Intro

Article 22(1) of the General Data Protection Regulation (GDPR) provides individuals with the right not to be subjected to decisions based solely on automated processing that have a legal or similarly significant effect on them, otherwise known as “automated decision-making”.

The concept of artificial intelligence (AI) is not readily distilled into a universal definition. However, it can be described as the “umbrella term for a range of algorithm-based technologies that solve complex tasks by carrying out functions that previously required human thinking”.[1]

We analyse the space where the rules around automated decision-making intersect with the deployment of AI in connection with personal data.

What exactly is automated decision-making and what are the rules around it?

“Automated decision-making is a purely automated process; there cannot be any meaningful human involvement. The decision must have a legal or similarly significant effect, for example the refusal of an online credit application or the outcome of an online recruitment process.[2]

Automated decision-making is permissible where it is based on explicit consent, contractual necessity, EU law or EU member state law,[3] and where the following measures are in place:

  • Suitable safeguards - these should go beyond compliance with the core data protection principles and include, at the very least, the right to obtain human intervention in relation to the decision, and contest or otherwise express views on the decision.
  • Transparent information –these should include at a minimum, meaningful information on the logic involved and the significance and envisaged consequences of the decision.

What does this mean in the context of the deployment of AI?

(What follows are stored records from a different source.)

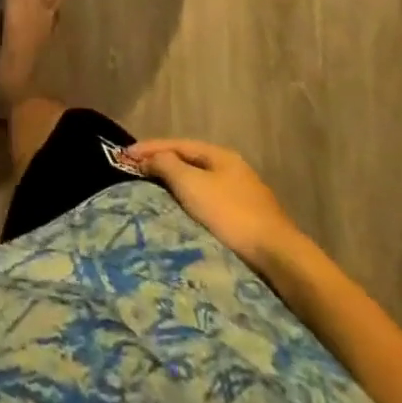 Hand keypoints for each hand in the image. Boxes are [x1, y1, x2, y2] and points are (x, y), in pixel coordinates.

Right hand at [126, 138, 302, 273]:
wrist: (278, 258)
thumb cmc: (230, 214)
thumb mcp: (192, 184)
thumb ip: (167, 165)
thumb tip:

AI is often deployed without engagement with the data subject, on the basis of legitimate interests under Article 6(1)(f) of the GDPR, a legal basis which is not available for automated decision-making. Therefore, care must be taken in selecting the appropriate legal basis for AI-driven automated decision-making.

The ICO guidance on AI and data protection explores a number of other difficulties associated with AI in the automated decision-making context, including:

  • Human review being rendered impossible or prohibitively difficult because of interpretability issues due to the sophisticated, impenetrable nature of the underlying AI.
  • AI based on machine learning being unable to properly identify “outlier” cases that don’t match the profile of the data used in its training.
  • Transparency being undermined by the complex nature of the underlying technology, with the effect that the data subjects involved are “overloaded” with information that is not readily comprehensible. The Article 29 Working Party guidelines on automated decision-making and the ICO guidance to automated decision-making are both aligned in the view that a detailed explanation of the technical processes is not required. Rather, the focus should be on explaining what data is used, why and how the decision was reached in a manner that equips the data subject with the information they need to request human intervention or otherwise “appeal” the decision.

Given the nature of AI, internal understanding, accessibility and control regarding the underlying technology and the data it uses are vital elements of being able to explain the decisions made by that technology. With this in mind, the ICO advocates data processing in an “explanation-aware” manner. This includes having sound practices in place for:

  • Data labelling and categorisation
  • Data storage
  • Access and extraction
  • Reviews and audits, and
  • Record keeping, including records in relation to decisions made and the allocation of functions / designation of roles, for example clarity on the individuals responsible for different phases of the processing.[4]

Conclusion

Automated decision-making is a processing activity that is fraught with risk from a data protection perspective. When complex, sophisticated AI is added to the mix, these risks are all the more heightened. This is especially true in circumstances where both data subjects and individuals behind the decision-making are unable to fully comprehend, and by extension contest or control, the technology underlying the processing. Organisations engaging in automated decision-making that involves the deployment of AI should be aware of these issues, and their attendant obligations in this space.